JB: We strongly disagree with the notion that the ZSE is the worst performer on the global scale. The ZSE has remained resilient over various economic cycles which include the 2008 phenomena and the recent drought-induced economic contractions, but we have always maintained value for our investors.

Our liquidity ratio of around 7% is comparable to the Kenyan market of around 8% and in the Sadc region, only second to the JSE (Johannesburg Stock Exchange) which is northwards of 30% on the equities market. The ZSE has achieved this liquidity ratio with plain vanilla shares whereas other markets have products like Real Estate Investment Trusts (REITs) and Exchange Traded Funds (ETFs).

Our all-share index posted a return of 39,9% in US dollar terms for January 2020, the highest in the Sadc region. In terms of the number of listings, we have 61 counters which is comparable to Kenya, which has about 67 and more than Botswana, which has about 33. Our major weakness is foreign currency shortages in the country which affects repatriation for our foreign investors.

In the long-term, to ensure that the country has sufficient foreign currency, we need to increase our exports, lure more FDI (foreign direct investment) and portfolio investments.

As a country, we also need to continue lobbying for the removal of sanctions as these hamper the inflow of FDI and capital inflows. The ZSE also has plans to grow the exchange by diversifying and introducing new products which include ETFs and REITs.

The successful implementation of REITs requires tax incentives and we are currently lobbying the Ministry of Finance.
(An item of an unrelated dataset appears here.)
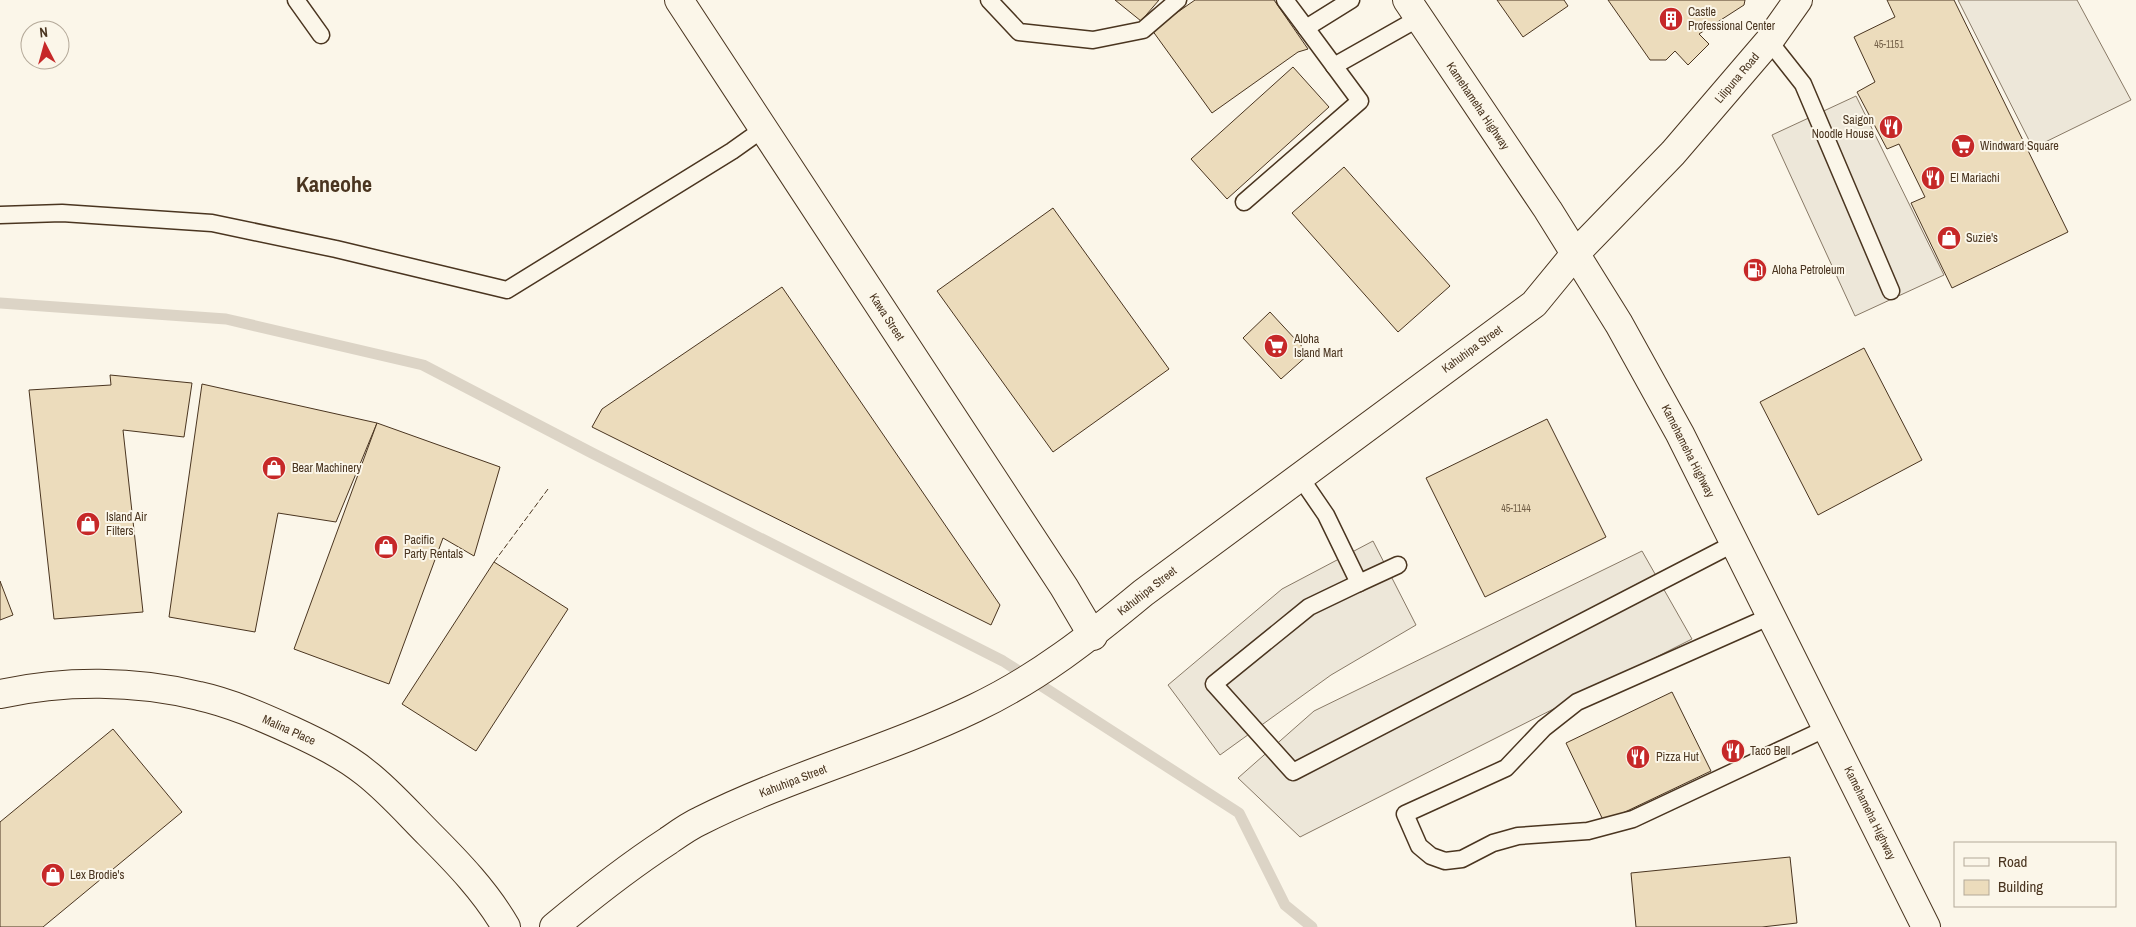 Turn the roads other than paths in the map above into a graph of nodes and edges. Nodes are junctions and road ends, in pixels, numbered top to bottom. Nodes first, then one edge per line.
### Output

The introduction of new products will deepen the markets and improve on liquidity.

MC: Zimbabwe has been undergoing economic meltdown with the main impediment being the currency issue. How do you see non-fungible stocks being affected in FY2020 given there are no indications of economic recovery.

JB: The recently announced monetary policy indicated an expected economic growth of 3% for 2020 and this is supported by the World Bank’s real GDP growth rate projection for Zimbabwe of 2,7% this year.

It, however, remains a fact that the country has a shortage of foreign currency as evidenced by the backlog of repatriation of foreign dividends. In terms of non-fungible stocks, we see them being impacted by the inflationary environment in an ambiguous way. Inflation will likely reduce demand on products for listed companies but the asset prices on the ZSE will likely be pushed up.

MC: May I have an update on the diversification of the investor base in 2019 to date?

JB: Our focus since 2019 is to diversify both product offerings and the investor base, through expanding our offerings. We will be launching an ETFs soon which is a product meant for the retail market.

We will also be diversifying into small-to-medium enterprises financing through operationalising the memoranda of agreement that we signed last year. We are also working on diversifying our investor base especially by encouraging retail investors to come on board. There are several financial literacy programmes that we will be launching this year that will also demystify the perception that the stock market is elitist.

The ZSE will be offering training courses tailored to capital markets products and services. Our training calendar for the year was circulated and we are optimistic that the training will further assist in demystifying the capital markets as well as assist investors and market participants to undertake informed investment decisions.